Analyse de la situation financière russe

Entretien avec M. Sokoloff, professeur à l'INALCO et conseiller scientifique au Cepii.


Georges Sokoloff, professeur à l'INALCOLa corruption dans le monde des affaires est-elle aussi importante que le laissent paraître les médias occidentaux ?

La corruption dans le monde des affaires, à distinguer de la petite corruption, celle de l'agent de police ou du douanier, qui s'explique essentiellement par la très grande modestie de la rémunération, intéresse davantage des entreprises et des banques russes ou étrangères qui cherchent à obtenir des avantages spécifiques en soudoyant des fonctionnaires.

La Russie est-elle un pays très corrompu ?
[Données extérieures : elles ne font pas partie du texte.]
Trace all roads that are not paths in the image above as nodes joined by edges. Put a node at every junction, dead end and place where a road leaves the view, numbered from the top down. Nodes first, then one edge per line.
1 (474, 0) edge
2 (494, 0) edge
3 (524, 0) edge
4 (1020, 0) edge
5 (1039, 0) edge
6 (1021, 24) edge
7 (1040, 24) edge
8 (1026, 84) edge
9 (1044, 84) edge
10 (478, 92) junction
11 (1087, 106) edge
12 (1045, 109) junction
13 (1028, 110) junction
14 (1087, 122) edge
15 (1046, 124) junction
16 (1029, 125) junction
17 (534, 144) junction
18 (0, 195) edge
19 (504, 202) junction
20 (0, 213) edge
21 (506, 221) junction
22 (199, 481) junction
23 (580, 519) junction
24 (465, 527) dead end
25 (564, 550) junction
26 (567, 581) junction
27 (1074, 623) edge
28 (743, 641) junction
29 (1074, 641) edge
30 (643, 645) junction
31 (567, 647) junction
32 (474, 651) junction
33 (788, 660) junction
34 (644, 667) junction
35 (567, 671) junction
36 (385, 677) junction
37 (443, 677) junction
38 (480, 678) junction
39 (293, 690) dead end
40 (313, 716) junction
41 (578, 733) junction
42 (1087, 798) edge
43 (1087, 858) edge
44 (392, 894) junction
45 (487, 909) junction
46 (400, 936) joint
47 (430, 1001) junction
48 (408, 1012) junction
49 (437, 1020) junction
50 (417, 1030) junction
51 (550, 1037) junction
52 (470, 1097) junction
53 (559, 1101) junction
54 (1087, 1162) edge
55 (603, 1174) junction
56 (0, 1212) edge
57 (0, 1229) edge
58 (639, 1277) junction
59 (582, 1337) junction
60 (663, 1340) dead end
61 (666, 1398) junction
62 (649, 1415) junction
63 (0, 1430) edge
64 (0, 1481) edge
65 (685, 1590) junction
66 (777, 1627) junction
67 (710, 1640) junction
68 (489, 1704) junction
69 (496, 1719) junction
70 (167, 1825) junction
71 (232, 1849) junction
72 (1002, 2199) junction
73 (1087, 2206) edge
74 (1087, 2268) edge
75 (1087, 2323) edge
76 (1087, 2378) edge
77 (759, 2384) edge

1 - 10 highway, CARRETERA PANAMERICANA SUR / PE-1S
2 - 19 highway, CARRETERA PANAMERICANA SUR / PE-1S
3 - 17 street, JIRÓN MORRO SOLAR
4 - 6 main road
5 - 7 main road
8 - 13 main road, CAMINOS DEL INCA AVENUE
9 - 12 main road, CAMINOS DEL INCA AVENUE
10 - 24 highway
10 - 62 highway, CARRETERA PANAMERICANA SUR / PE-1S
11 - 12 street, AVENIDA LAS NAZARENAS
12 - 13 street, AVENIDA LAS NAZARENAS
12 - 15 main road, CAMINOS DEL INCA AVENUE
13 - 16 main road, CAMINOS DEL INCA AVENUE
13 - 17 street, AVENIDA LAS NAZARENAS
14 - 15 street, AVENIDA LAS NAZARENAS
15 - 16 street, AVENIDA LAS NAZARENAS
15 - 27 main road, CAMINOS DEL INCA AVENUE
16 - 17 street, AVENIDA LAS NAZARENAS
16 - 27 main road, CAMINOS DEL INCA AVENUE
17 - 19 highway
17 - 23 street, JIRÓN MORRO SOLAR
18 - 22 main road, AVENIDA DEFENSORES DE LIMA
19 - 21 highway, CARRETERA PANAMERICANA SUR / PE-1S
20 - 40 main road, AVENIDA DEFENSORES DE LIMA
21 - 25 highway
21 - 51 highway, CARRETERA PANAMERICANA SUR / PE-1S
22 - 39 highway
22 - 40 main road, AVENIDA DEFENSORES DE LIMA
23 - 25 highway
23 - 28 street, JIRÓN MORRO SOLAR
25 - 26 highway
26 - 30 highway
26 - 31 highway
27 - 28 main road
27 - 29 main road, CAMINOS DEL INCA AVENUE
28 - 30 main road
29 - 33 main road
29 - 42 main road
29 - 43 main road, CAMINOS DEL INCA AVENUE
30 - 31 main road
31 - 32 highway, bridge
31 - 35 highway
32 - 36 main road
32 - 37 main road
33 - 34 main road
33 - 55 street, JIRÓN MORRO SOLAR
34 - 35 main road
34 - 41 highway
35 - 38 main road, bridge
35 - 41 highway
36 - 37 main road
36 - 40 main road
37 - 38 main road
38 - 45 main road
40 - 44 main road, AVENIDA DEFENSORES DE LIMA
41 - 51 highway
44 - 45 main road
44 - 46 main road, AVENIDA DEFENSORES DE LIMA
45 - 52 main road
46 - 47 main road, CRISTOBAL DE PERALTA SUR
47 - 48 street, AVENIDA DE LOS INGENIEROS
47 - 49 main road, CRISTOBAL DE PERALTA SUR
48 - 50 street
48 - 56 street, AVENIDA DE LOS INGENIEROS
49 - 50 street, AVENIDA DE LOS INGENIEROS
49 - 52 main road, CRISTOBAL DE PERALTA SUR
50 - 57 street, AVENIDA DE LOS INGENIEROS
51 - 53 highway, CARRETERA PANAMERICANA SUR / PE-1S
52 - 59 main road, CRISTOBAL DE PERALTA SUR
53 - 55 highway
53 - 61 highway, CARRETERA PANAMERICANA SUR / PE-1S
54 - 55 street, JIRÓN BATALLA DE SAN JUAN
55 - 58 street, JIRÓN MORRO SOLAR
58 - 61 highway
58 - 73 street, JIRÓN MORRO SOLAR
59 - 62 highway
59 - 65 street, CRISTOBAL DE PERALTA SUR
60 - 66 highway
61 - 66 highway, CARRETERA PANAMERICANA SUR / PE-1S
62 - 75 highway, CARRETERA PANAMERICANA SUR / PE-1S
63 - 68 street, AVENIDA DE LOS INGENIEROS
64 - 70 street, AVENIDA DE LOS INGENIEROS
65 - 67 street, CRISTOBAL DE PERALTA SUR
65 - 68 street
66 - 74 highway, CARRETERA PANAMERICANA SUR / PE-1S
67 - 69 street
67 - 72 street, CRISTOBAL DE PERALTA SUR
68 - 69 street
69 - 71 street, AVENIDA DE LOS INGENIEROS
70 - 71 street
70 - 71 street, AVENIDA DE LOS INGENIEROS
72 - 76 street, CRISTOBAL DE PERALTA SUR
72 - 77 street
Les études chiffrées réalisées par les agences de notations le confirment. Les personnalités du monde économique qui ont réalisé de très grosses fortunes dans toute une série d'opérations (en particulier sur le pétrole), en général avec l'aide de l'Etat, ont toujours réussi à exploiter un certain nombre de rentes de situations. Le fin du fin est évidemment d'arriver assez près du pouvoir, à côté d'un donneur d'ordres gouvernemental, et de se faire les autorisations à soi-même. A mon avis, cela n'a pas touché les personnalités les plus importantes de la classe politique dont le "sens de l'Etat" aura prévalu sur les offres qu'on leur faisait. La corruption a pu remonter assez loin dans les échelles intermédiaires ou intermédiaires supérieures des administrations régionales et centrales, mais, me semble-t-il, pas jusqu'au sommet.

Quelles sont les conséquences de la crise d'août sur la classe moyenne émergeante ?

On a vraiment entendu parler de la classe moyenne russe après la crise. Elle représenterait environ 15% de la population. Cette classe est apparue dans les grandes métropoles avec le développement des services et en particulier avec la modernisation de l'activité économique (banque, audit, informatique et commerce).On a dit que la crise avait supprimé à peu près 200 000 emplois dans les grandes villes mais on a l'impression qu'au cours des derniers mois, il s'est reconstitué une espèce d'activité à un niveau comparable à ce qu'il était auparavant, avec les mêmes habitudes de consommation, peut-être avec des activités différentes. Il est possible qu'une partie relativement importante de cette classe moyenne ait pu se reconvertir sur place, c'est-à-dire qu'elle n'est pas morte du tout.

Quel est l'impact de la crise sur les entreprises et organismes financiers étrangers ?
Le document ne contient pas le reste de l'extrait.